If we read Doctrine and Covenants 138, we will know where he got that strong conviction of that knowledge. It is the record of the vision this prophet had relating to the redemption of the dead. As he was reading scripture and thinking about this subject, he was especially concerned about Peter’s account of Jesus going to preach to the spirits in prison and mentioning the disobedient who died in the days of Noah and the great flood. He read, “For this cause was the gospel preached also to them that are dead, that they might be judged according to men in the flesh, but live according to God in the spirit” (1 Peter 4:6).
President Smith recounted that vision: “As I pondered over these things which are written, the eyes of my understanding were opened, and the Spirit of the Lord rested upon me, and I saw the hosts of the dead, both small and great. And there were gathered together in one place an innumerable company of the spirits of the just, who had been faithful in the testimony of Jesus while they lived in mortality. … I beheld that they were filled with joy and gladness, and were rejoicing together because the day of their deliverance was at hand. They were assembled awaiting the advent of the Son of God into the spirit world, to declare their redemption from the bands of death. … The spirit and the body [were] to be united never again to be divided, that they might receive a fulness of joy” (D&C 138:11–12, 15–17).
Before the vision, President Smith had puzzled over the question, how could Jesus have gone personally to the wicked among the spirits and preached to them directly when he was only in the tomb for three days? This vision showed him that the Savior had not gone personally, but had organized his faithful people to go and do the teaching.
How does Christ teach his gospel to us on the earth? Does he visit each person individually or preach to congregations or groups? (No. He talks to his prophets, gives them power and authority, and they delegate and organize.)

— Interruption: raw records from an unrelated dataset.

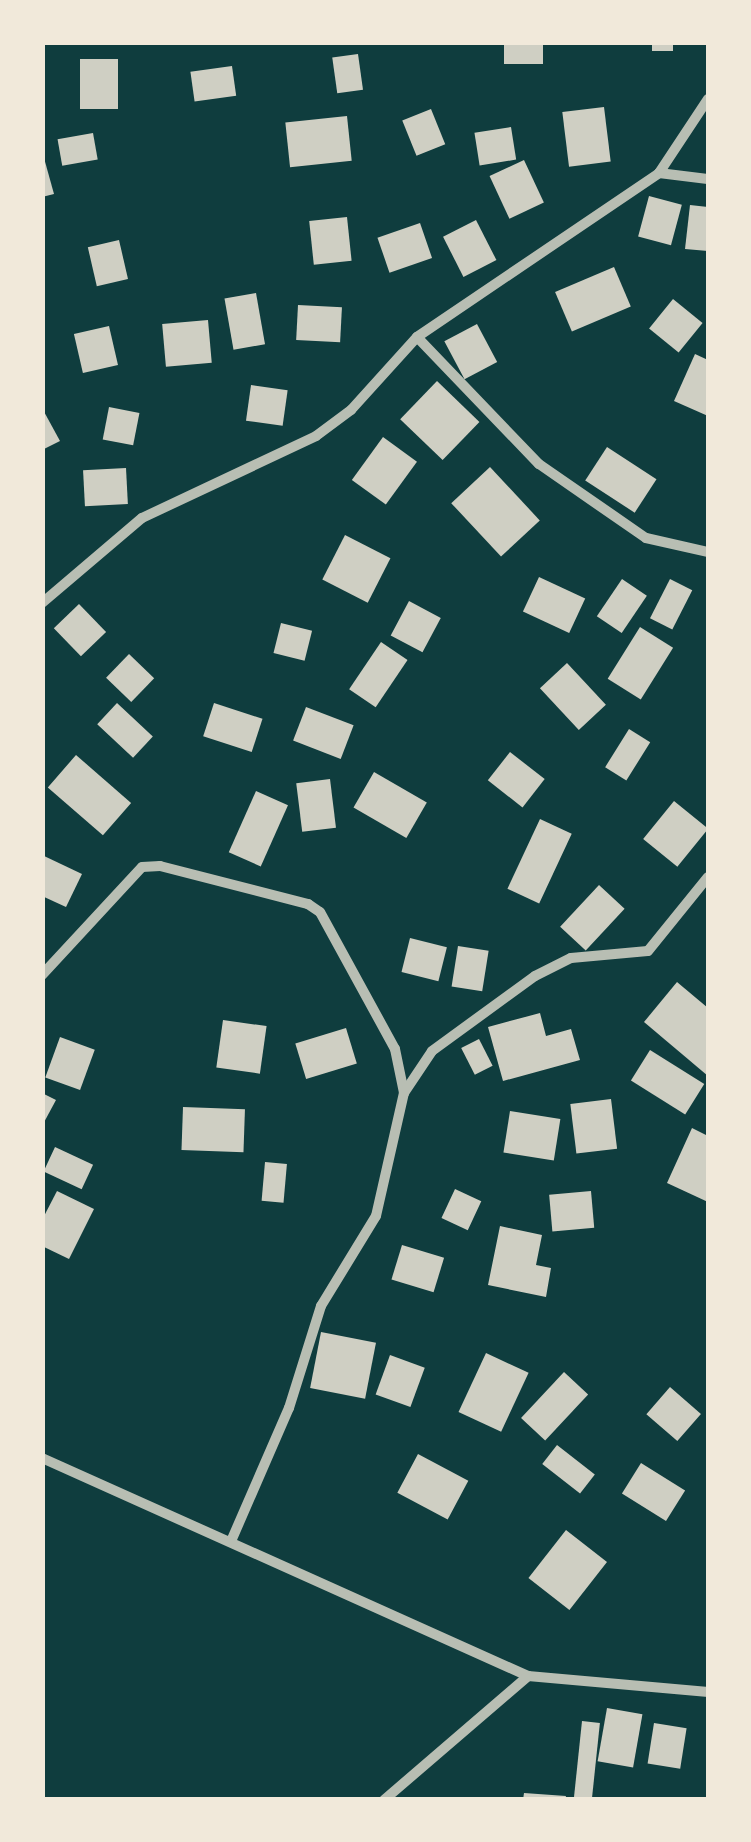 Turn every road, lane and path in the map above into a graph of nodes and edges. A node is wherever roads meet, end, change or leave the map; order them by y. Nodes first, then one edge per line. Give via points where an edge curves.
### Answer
1 (708, 98) edge
2 (658, 173) junction
3 (708, 179) edge
4 (417, 338) junction
5 (708, 552) edge
6 (42, 603) edge
7 (708, 878) edge
8 (42, 975) edge
9 (404, 1093) junction
10 (42, 1458) edge
11 (232, 1539) junction
12 (528, 1676) junction
13 (708, 1692) edge
14 (384, 1800) edge

1 - 2 street
2 - 3 street
2 - 4 street
4 - 5 street via 539,464 646,538
4 - 6 street via 351,410 316,436 142,518
7 - 9 street via 648,951 572,958 535,976 432,1052
8 - 9 street via 142,867 308,904 320,912 394,1049
9 - 11 street via 376,1216 322,1306 289,1408
10 - 11 street
11 - 12 street
12 - 13 street
12 - 14 street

We are taught by someone who has been called, and so were the people in the spirit prison. It is interesting that among those President Smith saw in the “vast congregation” he mentioned Father Adam, Mother Eve, and many of the great prophets from several dispensations, and, he said, “all these and many more, even the prophets who dwelt among the Nephites” (D&C 138:49).
What Is Our Part in the Redemption of the Dead?
Righteous spirits who have finished earth life are busy teaching those in the spirit prison. We on the earth must perform the necessary earthly ordinances for them—baptism and temple ordinances following family history research. We can help save our dead, but we must also help save ourselves through obedience.
Let us seriously think of the purpose of our life on earth: we receive a body, undergo a period of testing, and then our faith is renewed and strengthened. We become willing to make whatever sacrifice is necessary to achieve our goal. As President Joseph F. Smith said, “There is sweet comfort in this knowledge [of the resurrection], and in the thought that through obedience to the ordinances and principles of the gospel, … men shall be born again, redeemed from sin, arise from the grave, and like Jesus return into the presence of the Father. Death is not the end” (Gospel Doctrine, pp. 447–48).
Testimony and Challenge
Challenge the class to understand that since we know the plan of life, we should live keeping our eye on the whole forest and not just the trees. We must keep our eternal goals plainly in mind and do all that we can to reach those goals.
If it is available, show the videocassette, part 2 (51 seconds), of Joseph F. Smith’s testimony.